Plus généralement, Michel Onfray considère que le nucléaire a fait les frais des postures politiciennes : « La gauche et la droite invitent chacune à ne pas   penser et à se soumettre à leurs catéchismes et à leurs slogans. La première est contre le nucléaire ; la seconde est pour ; l’une et l’autre le sont presque par atavisme, par héritage. Le nucléaire a été décidé par un gouvernement de droite, c’est donc une mauvaise chose pour la gauche. Mais quand Mitterrand arrive au pouvoir, il n’est pas contre. Que dit alors la gauche ? Qu’elle n’est plus contre… »

A ceux qui pointent le manque de démocratie du nucléaire, Michel Onfray répond : « les valeurs républicaines n’excluent pas une part de discrétion ou de secret et l’idée d’une transparence totale en la matière ne me semble pas une garantie de démocratie mais sûrement un gage de démagogie ». Et de souligner : « Que le nucléaire civil soit en relation avec le nucléaire militaire ne fait aucun doute et que le militaire soit un domaine réservé du chef de l’Etat ne me choque pas. Nos chefs de l’Etat sont démocratiquement élus… »

Michel Onfray souligne également que « le manque de démocratie se manifeste quand le syndicalisme est interdit dans une entreprise ». Et d’ajouter : « les syndicats sont présents à tous les niveaux dans les centrales ».

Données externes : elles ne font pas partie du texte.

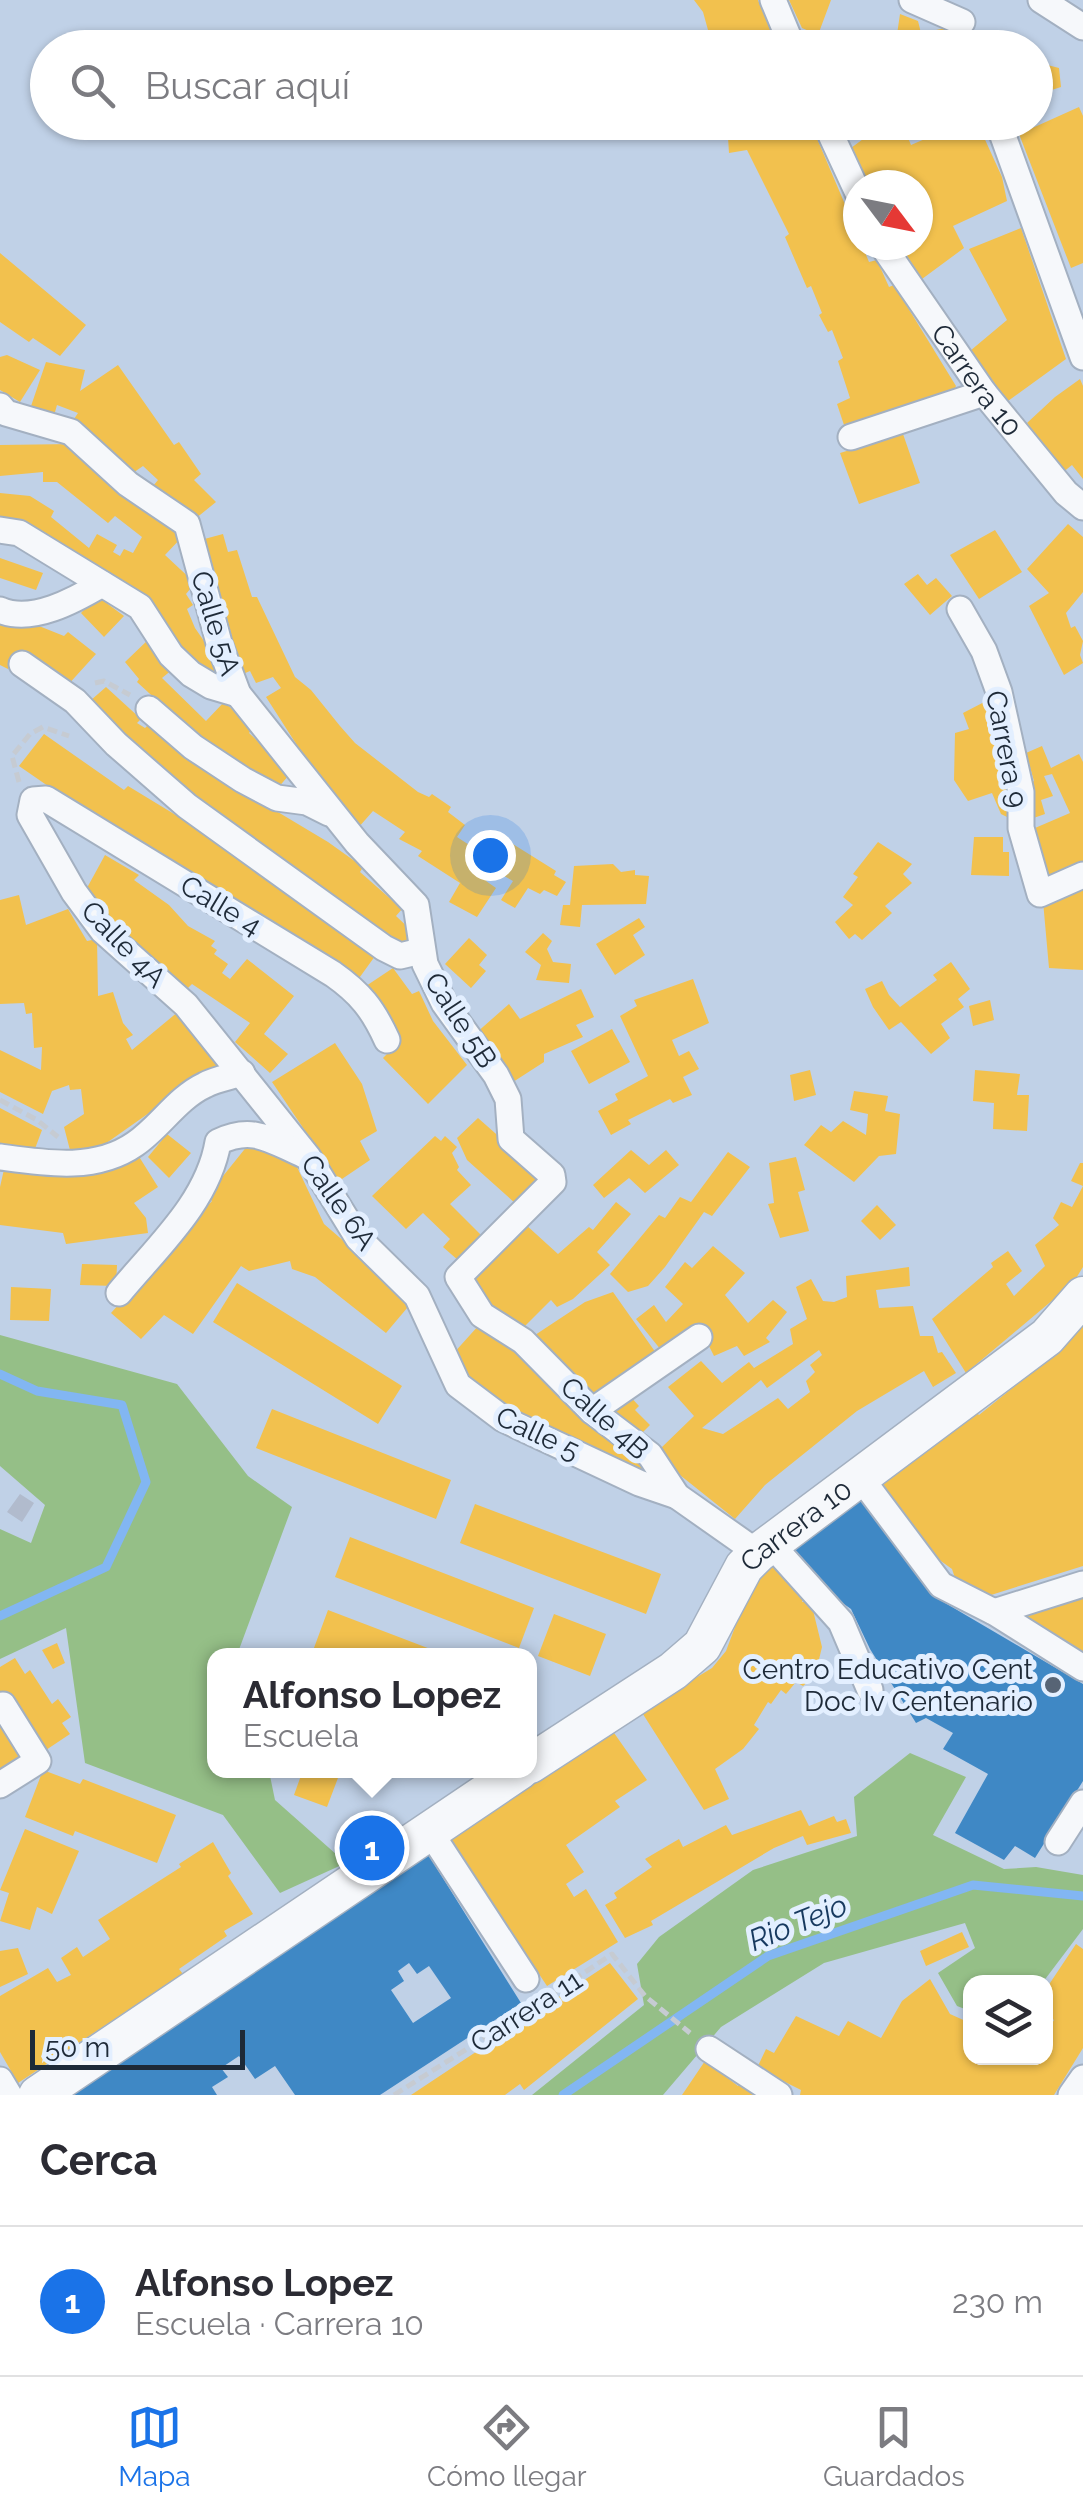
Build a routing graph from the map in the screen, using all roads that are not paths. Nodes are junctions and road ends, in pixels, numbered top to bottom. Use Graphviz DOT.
graph roads {
  1 [pos="774,0"];
  2 [pos="912,0"];
  3 [pos="1044,1"];
  4 [pos="958,11"];
  5 [pos="1083,28"];
  6 [pos="786,30"];
  7 [pos="833,140"];
  8 [pos="1005,140"];
  9 [pos="847,170"];
  10 [pos="892,260"];
  11 [pos="1083,356"];
  12 [pos="984,393"];
  13 [pos="0,406"];
  14 [pos="851,437"];
  15 [pos="1083,507"];
  16 [pos="0,530"];
  17 [pos="102,584"];
  18 [pos="960,609"];
  19 [pos="0,610"];
  20 [pos="22,664"];
  21 [pos="238,694"];
  22 [pos="149,708"];
  23 [pos="292,765"];
  24 [pos="32,800"];
  25 [pos="334,815"];
  26 [pos="1083,875"];
  27 [pos="421,951"];
  28 [pos="387,1040"];
  29 [pos="242,1073"];
  30 [pos="0,1157"];
  31 [pos="308,1157"];
  32 [pos="458,1278"];
  33 [pos="119,1293"];
  34 [pos="1083,1296"];
  35 [pos="699,1337"];
  36 [pos="458,1385"];
  37 [pos="592,1411"];
  38 [pos="860,1477"];
  39 [pos="677,1496"];
  40 [pos="764,1548"];
  41 [pos="1083,1584"];
  42 [pos="994,1612"];
  43 [pos="1083,1668"];
  44 [pos="870,1690"];
  45 [pos="3,1705"];
  46 [pos="537,1759"];
  47 [pos="508,1778"];
  48 [pos="0,1785"];
  49 [pos="1083,1803"];
  50 [pos="430,1832"];
  51 [pos="1058,1842"];
  52 [pos="526,1979"];
  53 [pos="709,2049"];
  54 [pos="1083,2078"];
  55 [pos="0,2080"];
  56 [pos="10,2095"];
  57 [pos="38,2095"];
  58 [pos="779,2095"];
  59 [pos="1072,2095"];
  1 -- 6 [label="street"];
  2 -- 4 [label="street"];
  3 -- 5 [label="street"];
  7 -- 9 [label="street"];
  8 -- 11 [label="street"];
  10 -- 12 [label="street, Carrera 10"];
  12 -- 14 [label="street"];
  12 -- 15 [label="street, Carrera 10"];
  13 -- 21 [label="street, Calle 5A"];
  16 -- 17 [label="street"];
  17 -- 19 [label="street"];
  17 -- 21 [label="street"];
  18 -- 26 [label="street, Carrera 9"];
  20 -- 27 [label="street"];
  21 -- 23 [label="street, Calle 5A"];
  22 -- 25 [label="street"];
  23 -- 25 [label="street, Calle 5B"];
  24 -- 28 [label="street, Calle 4"];
  24 -- 29 [label="street, Calle 4A"];
  25 -- 27 [label="street, Calle 5B"];
  27 -- 32 [label="street, Calle 5B"];
  29 -- 30 [label="street"];
  29 -- 31 [label="street, Calle 6A"];
  31 -- 33 [label="street"];
  31 -- 36 [label="street, Calle 6A"];
  32 -- 37 [label="street, Calle 4B"];
  34 -- 38 [label="street, Carrera 10"];
  35 -- 37 [label="street"];
  36 -- 39 [label="street, Calle 5"];
  37 -- 39 [label="street, Calle 4B"];
  38 -- 40 [label="street, Carrera 10"];
  38 -- 42 [label="street"];
  39 -- 40 [label="street, Calle 4B"];
  40 -- 44 [label="street, Calle 4B"];
  40 -- 46 [label="street, Carrera 10"];
  41 -- 42 [label="street"];
  42 -- 43 [label="street"];
  45 -- 48 [label="street"];
  47 -- 50 [label="street"];
  49 -- 51 [label="street"];
  50 -- 52 [label="street"];
  50 -- 57 [label="street"];
  53 -- 58 [label="street"];
  54 -- 59 [label="street"];
  55 -- 56 [label="street"];
}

Sur la question du « risque nucléaire », il précise : « je persiste à croire que Tchernobyl est une catastrophe à mettre au compte de l’impéritie de la bureaucratie soviétique et Fukushima sur celui d’un tsunami contre lequel on ne peut pas grand-chose. » Le philosophe le dit sans ambages : « je ne suis pas de ceux qui sont pour le nucléaire mais le voudraient chez les voisins – idem avec les camps de migrants, les prisons ou les salles de shoot ». Et de conclure, « la centrale est certes un camp menaçant dans le sublime paysage du Cotentin, mais la vie n’est pas faite qu’avec des parcs d’attraction du genre Disneyland. »

 

Bio Express

Docteur en philosophie, enseignant de 1983 à 2002 au lycée technique Saint-Ursule de Caen, Michel Onfray crée en 2002, à la suite du « 21 avril », l’université populaire de Caen, face à ce qu’il perçoit comme une nécessité d’éducation collective. Philosophe, essayiste, il a publié de nombreux livres, dont « Traité d’athéologie », « Contre-histoire de la philosophie » et, plus récemment, « Décadence », éd. Flammarion, et « Décoloniser les provinces : contribution aux présidentielles », éd. L’Observatoire.